How do I add persistent memory to my AI project?

Install soul-agent with pip install soul-agent, run soul init, then use Agent() in your code. Memory persists across sessions using two markdown files — no database needed.

How long does it take to set up soul.py?

About 5 minutes. Install the package, run the init wizard, and you have persistent memory working. Two files (SOUL.md and MEMORY.md), zero infrastructure.

Does soul.py require a database?

No. soul.py stores all memory in plain markdown files (SOUL.md for identity, MEMORY.md for conversation history). You can read and edit them with any text editor.

What's the difference between Agent and HybridAgent in soul.py?

Agent uses pure markdown injection (simple, zero deps). HybridAgent adds RAG+RLM routing for larger memory sets. Both are included in pip install soul-agent.

Can I add soul.py to an existing codebase?

Yes. Just run soul init in your project directory. It creates SOUL.md and MEMORY.md without touching your existing files. The AI will learn about your project through conversations.

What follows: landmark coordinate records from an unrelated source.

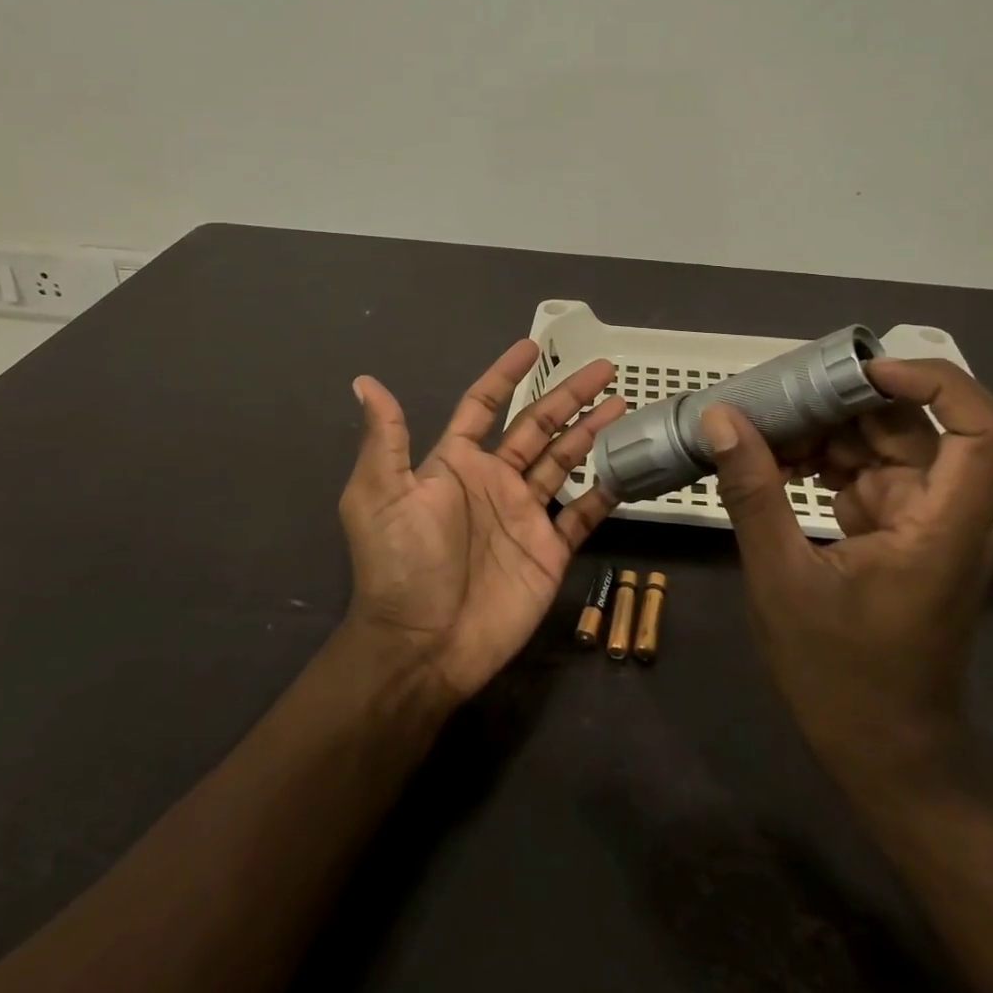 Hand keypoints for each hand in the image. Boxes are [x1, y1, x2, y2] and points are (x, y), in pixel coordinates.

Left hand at [338, 340, 626, 701]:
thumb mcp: (380, 495)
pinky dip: (605, 492)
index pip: (484, 405)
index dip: (506, 375)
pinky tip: (627, 468)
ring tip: (621, 403)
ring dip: (591, 431)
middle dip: (568, 395)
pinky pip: (583, 513)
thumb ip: (386, 438)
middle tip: (603, 368)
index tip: (531, 347)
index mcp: (455, 463)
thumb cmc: (400, 563)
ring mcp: (525, 514)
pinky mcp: (549, 549)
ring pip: (565, 460)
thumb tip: (365, 381)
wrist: (424, 645)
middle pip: (537, 425)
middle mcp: (494, 480)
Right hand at [702, 358, 992, 786]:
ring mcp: (921, 522)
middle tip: (774, 394)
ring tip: (759, 426)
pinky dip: (821, 462)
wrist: (885, 756)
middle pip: (916, 426)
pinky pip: (863, 474)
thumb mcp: (781, 580)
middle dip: (846, 402)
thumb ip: (753, 493)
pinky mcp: (897, 532)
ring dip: (825, 430)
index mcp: (942, 525)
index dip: (937, 383)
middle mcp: (944, 513)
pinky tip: (771, 463)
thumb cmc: (841, 678)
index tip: (864, 372)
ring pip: (883, 445)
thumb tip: (722, 418)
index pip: (985, 431)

How does soul.py remember context across sessions?

Every conversation is appended to MEMORY.md with timestamps. When you start a new session, soul.py reads this file and injects it into the LLM's context.

Add Persistent Memory to Any Project in 5 Minutes

By Prahlad Menon Published 2026-03-02 3 min read

Updated for soul-agent 0.1.2 on PyPI

Version note: pip install soul-agent gives you version 0.1.2, which includes both the simple Agent class (pure markdown) and the HybridAgent class (RAG+RLM routing). The “v2.0” mentioned in demos refers to the HybridAgent architecture, not a separate package.

Your AI forgets everything when you close the terminal.

You spend 10 minutes explaining your project context. The AI gives great help. You close the session. Tomorrow, it’s a stranger again.

soul.py fixes this in two files.

The Fix

from soul import Agent

# First conversation
agent = Agent()
agent.ask("My name is Prahlad and I'm building a Flask app for task management.")
# → "Nice! What's the first feature you're working on?"

# Close Python. Go to lunch. Come back tomorrow.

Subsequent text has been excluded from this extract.